Dans la petite ville italienne d’Accendura, des enfants sont brutalement assassinés et la police piétine. Un reporter (Tomas Milian) mène également l’enquête mais sans parvenir à identifier le coupable. Alors que les victimes s’accumulent, le bled s’enfonce dans une véritable hystérie paranoïaque et chaque personne en tant soit peu « différente » des normes admises par la communauté se voit soupçonnée. Une bohémienne sera ainsi froidement exécutée, fouettée à coup de chaines jusqu’à ce que mort s’ensuive par des villageois s’improvisant justicier. Mais les meurtres continuent…

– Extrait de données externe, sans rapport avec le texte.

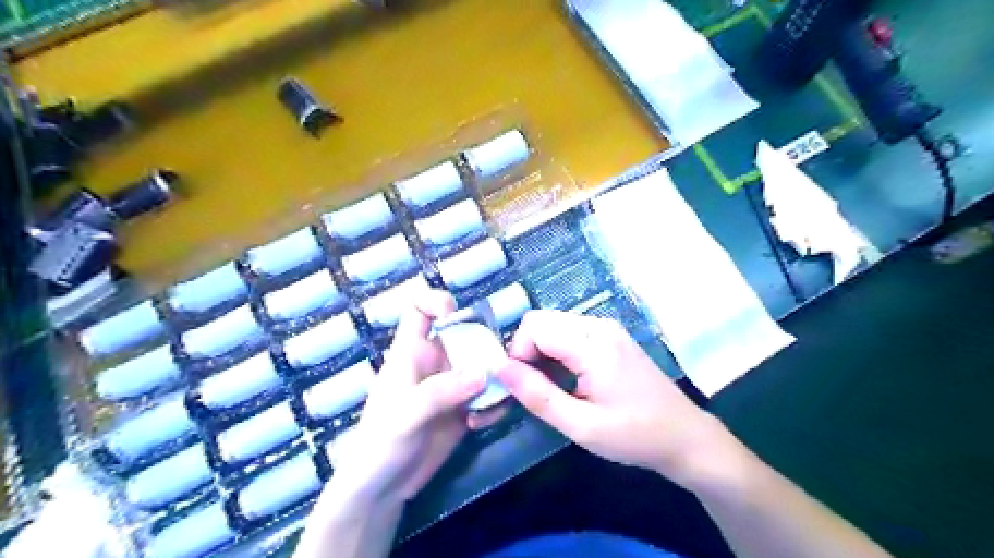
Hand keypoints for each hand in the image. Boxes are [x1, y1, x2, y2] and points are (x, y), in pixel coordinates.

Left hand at [330, 289, 487, 506]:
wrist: (383, 489)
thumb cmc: (380, 443)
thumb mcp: (406, 413)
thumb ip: (442, 390)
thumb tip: (483, 372)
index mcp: (411, 353)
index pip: (418, 310)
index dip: (436, 302)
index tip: (456, 316)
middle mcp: (434, 363)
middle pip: (464, 335)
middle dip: (483, 346)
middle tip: (495, 368)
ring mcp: (451, 386)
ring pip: (482, 365)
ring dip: (494, 379)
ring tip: (491, 401)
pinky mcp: (464, 409)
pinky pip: (487, 395)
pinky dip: (493, 404)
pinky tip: (482, 424)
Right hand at [496, 309, 723, 486]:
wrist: (684, 436)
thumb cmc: (635, 436)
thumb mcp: (582, 427)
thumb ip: (538, 396)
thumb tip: (501, 368)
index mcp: (594, 345)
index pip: (534, 327)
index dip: (518, 354)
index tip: (524, 387)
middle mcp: (599, 326)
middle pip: (541, 320)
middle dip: (527, 350)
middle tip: (536, 388)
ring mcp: (607, 328)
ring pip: (553, 324)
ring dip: (541, 351)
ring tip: (553, 387)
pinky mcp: (610, 335)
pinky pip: (569, 331)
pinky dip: (557, 350)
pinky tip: (568, 378)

Giallo atypique, LA LONGUE NUIT DE L’EXORCISME, confronte la ville « civilisée » et la campagne « reculée » en doublant cette réflexion sociale par une attaque frontale à l’encontre d’une religion morbide et assimilée au mal. Dans ces zones rurales, en effet, la superstition domine et la présence du diable parait plus palpable que celle de Dieu, entrainant des réactions outrées, comme cette sauvageonne mentalement limitée persuadée d’avoir assassiné les enfants après avoir enfoncé des aiguilles dans de petites poupées. Seul le prêtre parait pouvoir se dresser contre la folie menaçant de s’emparer de ses paroissiens mais le final, ironique et critique, réserve d’autres révélations et achève cette vigoureuse charge menée contre le catholicisme et, de manière plus large, l’obscurantisme et la crainte du modernisme. Le mobile des meurtres renvoie en outre à la crainte de voir un environnement clôt et « protégé » succomber aux attaques d’un monde moderne menaçant personnifié par de jeunes demoiselles libertines adeptes des drogues ou, pire encore, par des prostituées venues de la Capitale.

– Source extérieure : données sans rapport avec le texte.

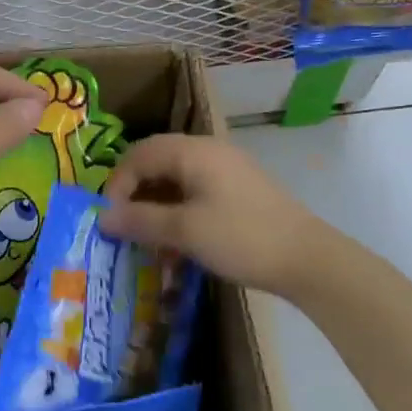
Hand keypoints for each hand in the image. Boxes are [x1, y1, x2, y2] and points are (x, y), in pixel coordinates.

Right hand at [99, 134, 329, 295]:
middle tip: (124, 228)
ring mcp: (225, 169)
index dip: (117, 185)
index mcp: (193, 151)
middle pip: (156, 162)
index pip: (138, 154)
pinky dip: (178, 211)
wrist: (308, 259)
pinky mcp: (237, 189)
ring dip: (155, 206)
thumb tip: (103, 217)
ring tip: (148, 240)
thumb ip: (140, 221)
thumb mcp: (185, 231)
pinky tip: (177, 242)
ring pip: (175, 179)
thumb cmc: (241, 238)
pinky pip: (195, 191)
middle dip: (134, 194)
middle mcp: (208, 151)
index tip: (110, 221)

Peut-être par crainte de la censure ou simplement par pudeur, Fulci se refuse à filmer les assassinats des enfants, cibles peu communes des tueurs vêtus de noir du giallo, lesquels s’en prennent généralement à de jeunes demoiselles court vêtues. Les amateurs de crimes sadiques, typiques du genre, en seront pour leur frais mais la découverte des petites victimes possède cependant un côté malsain très réussi. S’il se montre modéré sur la violence, LA LONGUE NUIT DE L’EXORCISME touche toutefois au tabou de la sexualité enfantine et à l’attraction des corps féminins dénudés sur les gamins du village. Une séquence aborde même la pédophilie de manière frontale : une jeune femme très séduisante et entièrement nue (Barbara Bouchet, évidemment) propose à un garçonnet d’une dizaine d’année de lui faire l’amour et se délecte de sa gêne. Toutefois, au niveau du gore, Fulci se rattrape en détaillant longuement le calvaire d’une jeune femme exécutée à coup de chaines pour « sorcellerie ». Le réalisateur ne se prive d’aucun détails sanglants, tout en conférant à la scène, filmée toute en lenteur, une poésie macabre indéniable. La séquence se termine par la lente agonie de la victime, laissée pour morte au bord d’une grand-route alors que les automobilistes poursuivent leur chemin avec indifférence. En quelques minutes exemplaires, Fulci adresse une virulente critique à l’encontre des villageois superstitieux et de leur mentalité bornée, laissant entendre que leur intolérance elle-même a créé le monstre venu supprimer leur progéniture et que tous pourraient basculer dans la folie homicide. Analysant les phénomènes de groupe menant des individus apparemment rationnels et sans histoire à sombrer dans la violence, Fulci s’attaque aux pseudo-justiciers, lesquels ne cherchent nullement à protéger la population mais simplement à assouvir leurs penchants sadiques tout en se donnant bonne conscience. La recherche frénétique d’un bouc-émissaire se trouve elle-aussi dans le collimateur du cinéaste, les villageois soupçonnant plusieurs personnes, considérées comme « non-conformes », sans se douter que le véritable assassin est l’un d’entre eux, paré du mentaux de la respectabilité et fatalement insoupçonné.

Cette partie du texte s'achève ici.